Instead, in the previous series Femmes d’or, Delfino elaborates an abstraction and dramatization of the nude. After having dedicated two series to the transformation of the body into a landscape and to the transfiguration of the flesh into tenuous traces of light, Delfino ventures into a series in which he uses gold body painting on non-professional models to present a different texture of the skin and to establish another relationship between flesh, light and photography. Trapped inside thick gilded frames, the consequences of a certain Baroque taste for the extreme, these fragments of dancing bodies become voluptuous and dramatic objects. The ethereal consistency of the masses, the plasticity of the corporeal volumes and the harmony of the forms create sculptural photography, in which the body assumes a spiritual value. The corporeal fragment enhances the perception of the expressivity of the whole, keeping eroticism at a proper distance, a situation that Delfino remedies by “denuding the nude”, removing all symbolic references while seeking a more authentic form and a truer vitality for the body.
If Delfino’s world focuses on the ideas from an ancient and now vanished world that believes in beauty as harmony and in destiny as a “book” that has already been written, the world of Chiara Coccorese concentrates instead on another place in which the “myth” survives. This is the comfortable and disturbing world of fairy-tales. Through a stage photography-based narrative approach, Coccorese reconstructs a world using the dream-like language of infancy. This stage of existence is characterized by a gnoseological approach to play: a personal universe is constructed in which the real one is repeated over and over to make it more familiar, playing within it as if it could be available, and tamable.
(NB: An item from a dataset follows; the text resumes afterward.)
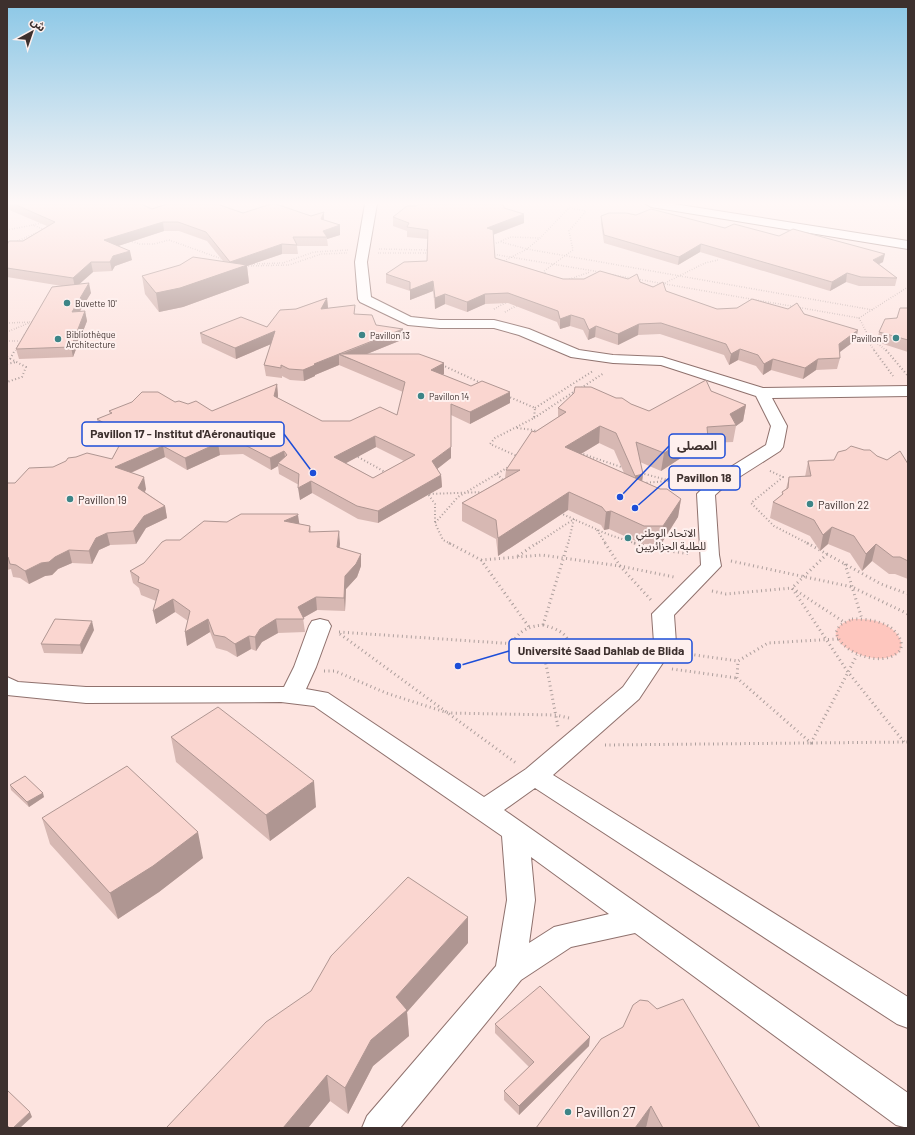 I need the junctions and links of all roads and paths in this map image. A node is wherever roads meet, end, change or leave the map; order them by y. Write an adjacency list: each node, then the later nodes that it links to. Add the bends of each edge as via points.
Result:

The mythicizing focus is needed to embellish and personify the “four seasons”, for example, in order to create an anthropological link with nature, indifferent to destiny and to human suffering, and of which Giacomo Leopardi left an absolute legacy in his Dialog between Nature and an Icelander.
In this reconstruction, the artist gets involved through a flurry of activity with mirrors that reflect her image. A conceptual aspect of photography that provides a surreal vision, that is amused and fun, but that seeks contact with the more ideal aspects of taking pictures: authoriality, the relationship between the subject and the subject being photographed and the presence of the artist in the work. As we learned from Diego Velàzquez’s auroral masterpiece, Las Meninas, the artist can become part of a work through a gaze that makes the artist’s authoritativeness evident. Coccorese does this in Autunno (Autumn), in which she represents a female character immersed in an autumn-like scene. The backdrop is painted, the trees are made of fruits and berries, the soil is covered with dry leaves and walnuts, and the woman is made out of wood. Everything is fake so that it is real. Here, the idea of the puppet is put on center stage in a game for which the artist is the dues ex machina, the designer of scenery with the characteristics of a narration that take us nowhere, like a fairy-tale that is partially spun and should be read between the lines, such as the crucified Scarecrow, rather than to be taken for what it is. We expect a story, but the works by Coccorese are connected to a visionary concept that opens a dimension of narration that links the apprehension of a dream and the simplicity of the fairy-tale to a certain infantile symbolism. Coccorese illustrates the chapters of a story that unravels like a dream, like a destructured fable, in which the characters and landscapes no longer stay together but each goes its own way. A world of colors like in The Chocolate Factory, directed by that Tim Burton to whom Coccorese might have drawn on for inspiration if her work had leaned decidedly toward the grotesque instead of toward a more genuine dramatic and playful mood that brings it closer to the theater of the Italian masks that, in the authentic Neapolitan tradition, is teeming with colors and characters.
Coccorese’s photography starts from where Andy Warhol ended and from that awareness that stage photography has developed, confirming the intention of artists to photograph worlds that they themselves have created. The end of the image “caused by too many images” as predicted by Warhol, who silk-screened photographs “stolen” from the mass media, leads to the end of photography conceived as a tale of what is real and to the birth of a new world described so nicely by a “photographer juggler” like Vik Muniz, through the saying: “There is nothing more to photograph. If you want to photograph something new, you first have to create it”. It is the birth of a photography that records a world created especially for it, often for just one click of the shutter.
Nicola Davide Angerame
Tarots è la nuova serie fotografica di Alessio Delfino, dedicata alla rappresentazione dei ventidue arcani maggiori del mazzo del Tarocco Marsigliese, nella versione commissionata nella prima metà del XV secolo dal duca di Milano Filippo Maria Visconti che rappresenta la più alta espressione del tarocco nei secoli.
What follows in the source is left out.